For now, however, the vaccines work and they work extremely well. A study of the Pfizer vaccine in Israel found that fewer than 0.1 percent of people who took both doses of the vaccine contracted COVID-19. Let me say that again. Less than 0.1 percent of people who took the Pfizer vaccine, 544 out of 523,000, even got sick from the virus. Only 15 of these cases needed hospitalization and no one who was vaccinated has died.

The vaccines work, but we need time to get them distributed. We also need to make sure that the conspiracy fearmongers don’t frighten people away from the miracle drugs that can save their lives.

If people really want to get the country – and the world – back to normal, the way to do it is to get everyone vaccinated and to use mitigation strategies like masks and social distancing to stay alive and healthy in the meantime.

Many online denizens of social media are more concerned with clickbait than with saving lives, however. And if the economy crashes now, then that just means that Joe Biden will have a harder time getting re-elected and holding Congress. We know from the January insurrection that some politicians are more than willing to risk the lives of their supporters.

When the history of the Coronavirus pandemic is written and read by our grandchildren, there will be collective facepalming at the stupidity of much of what we’ve done over the past year. The errors have been bipartisan, although Donald Trump seems to have been singularly ill-suited for leading the country through the crisis.

Maybe when the pandemic is over and we’ve begun to return to normal we can decide that, if something sounds too stupid to be true, that it at least bears more investigation from objective sources. Just because someone tells you what you want to hear, whether good news or a dystopian fantasy, it doesn’t mean that what they say is the truth. As the Bible advises, we should test the accuracy of what people tell us and hold them accountable.
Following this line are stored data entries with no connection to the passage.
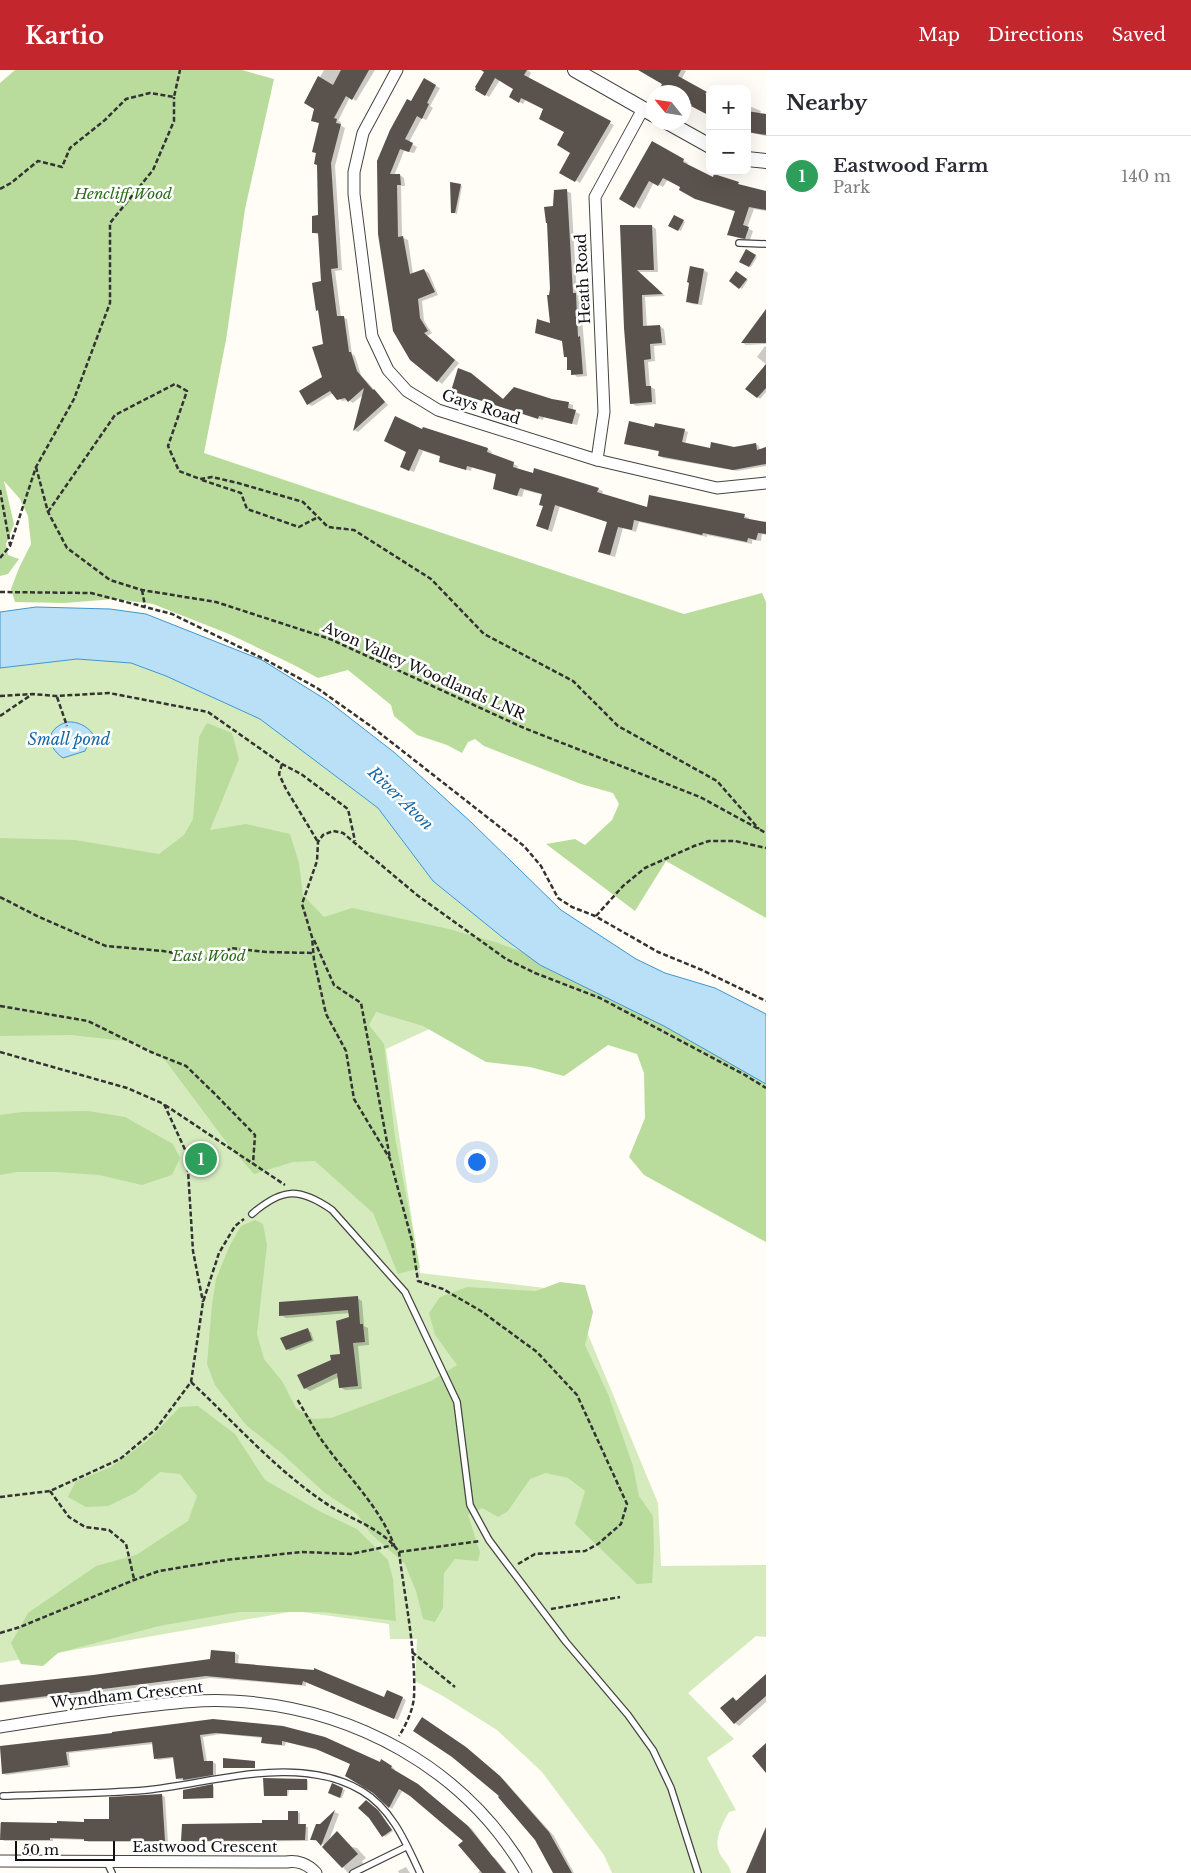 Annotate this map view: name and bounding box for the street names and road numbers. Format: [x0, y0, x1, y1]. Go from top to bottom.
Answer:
street label: Heath Road [571, 233, 594, 325]
street label: Gays Road [439, 385, 523, 428]
street label: Avon Valley Woodlands LNR [319, 617, 530, 724]
street label: Wyndham Crescent [49, 1677, 204, 1712]
street label: Eastwood Crescent [132, 1837, 278, 1856]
Don’t listen to people or sites with poor track records.

If the experience of 2020 and 2021 teaches us nothing else, we should learn to distrust the conspiracy pages and other purveyors of fake news. After all the people who have died, lost their health, and even gone to jail over the past year because they believed fake news, the time would seem ripe for Americans to become more discerning about what they put into their minds. But, somehow, I don’t think we’re ready to give up our confirmation biases and addiction to outrage yet.